◆ **Records for the exercise**:
---+---

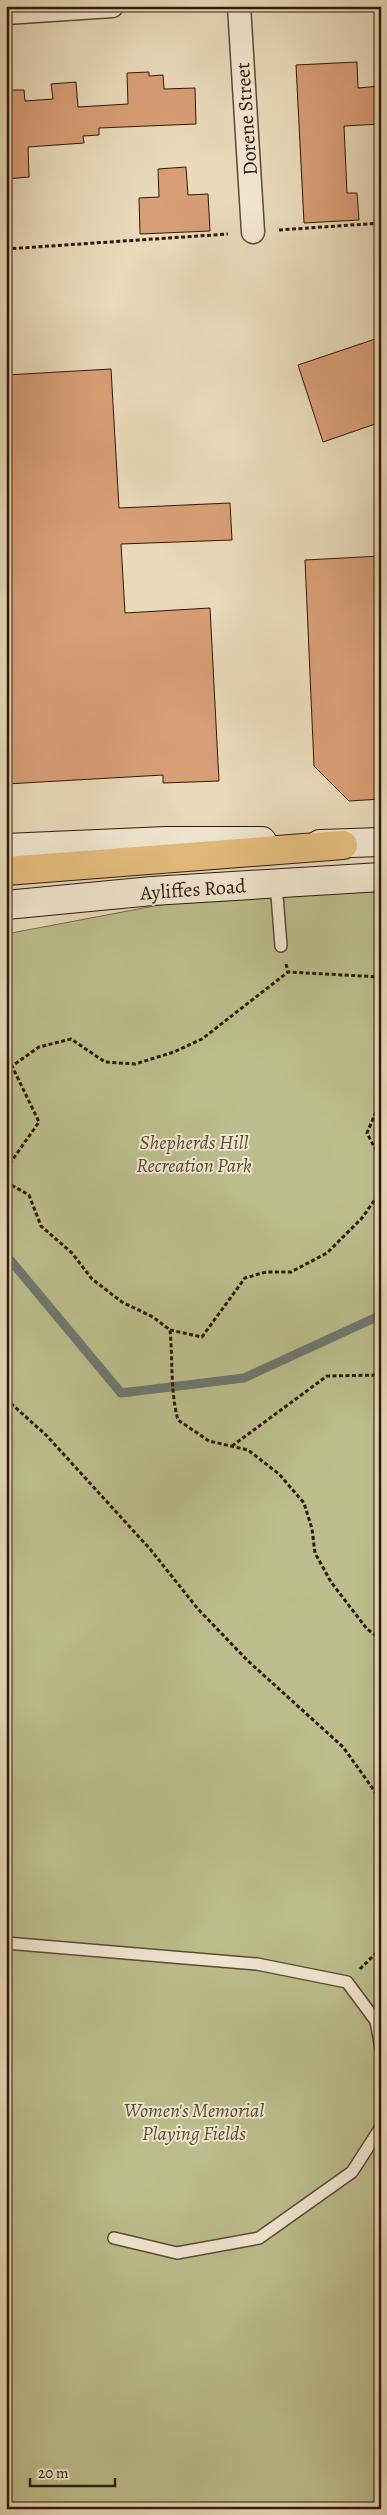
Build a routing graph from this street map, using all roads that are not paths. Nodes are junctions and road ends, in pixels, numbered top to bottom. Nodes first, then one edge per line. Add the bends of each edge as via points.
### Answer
1 (112, 6) edge
2 (239, 6) edge
3 (6, 13) edge
4 (253, 232) road end
5 (381, 842) edge
6 (344, 845) junction
7 (6, 848) edge
8 (6, 871) edge
9 (381, 877) edge
10 (276, 883) junction
11 (6, 905) edge
12 (281, 946) road end
13 (6, 1943) edge
14 (381, 2048) edge
15 (381, 2127) edge
16 (114, 2238) dead end

1 - 3 street
2 - 4 street, Dorene Street
5 - 6 main road
6 - 7 main road via 208,840
6 - 8 highway
9 - 10 main road, Ayliffes Road
10 - 11 main road, Ayliffes Road
10 - 12 lane
13 - 14 lane via 257,1964 347,1982 376,2021
15 - 16 lane via 352,2172 259,2238 177,2253

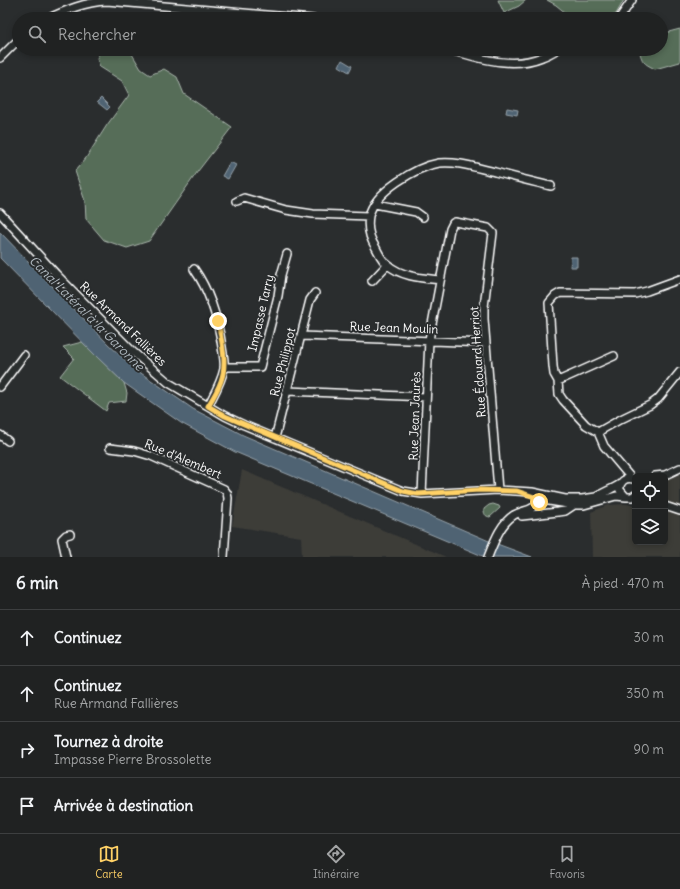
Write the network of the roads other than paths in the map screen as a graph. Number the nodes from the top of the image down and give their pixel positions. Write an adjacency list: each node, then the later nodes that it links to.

---+---

If an entry contains an image, skip the image and return the rest of the listing unchanged.

◆ **Worked solution**:
Build a routing graph from this street map, using all roads that are not paths. Nodes are junctions and road ends, in pixels, numbered top to bottom. Nodes first, then one edge per line. Add the bends of each edge as via points.
### Answer
1 (112, 6) edge
2 (239, 6) edge
3 (6, 13) edge
4 (253, 232) road end
5 (381, 842) edge
6 (344, 845) junction
7 (6, 848) edge
8 (6, 871) edge
9 (381, 877) edge
10 (276, 883) junction
11 (6, 905) edge
12 (281, 946) road end
13 (6, 1943) edge
14 (381, 2048) edge
15 (381, 2127) edge
16 (114, 2238) dead end

1 - 3 street
2 - 4 street, Dorene Street
5 - 6 main road
6 - 7 main road via 208,840
6 - 8 highway
9 - 10 main road, Ayliffes Road
10 - 11 main road, Ayliffes Road
10 - 12 lane
13 - 14 lane via 257,1964 347,1982 376,2021
15 - 16 lane via 352,2172 259,2238 177,2253

Write the network of the roads other than paths in the map screen as a graph. Number the nodes from the top of the image down and give their pixel positions. Write an adjacency list: each node, then the later nodes that it links to.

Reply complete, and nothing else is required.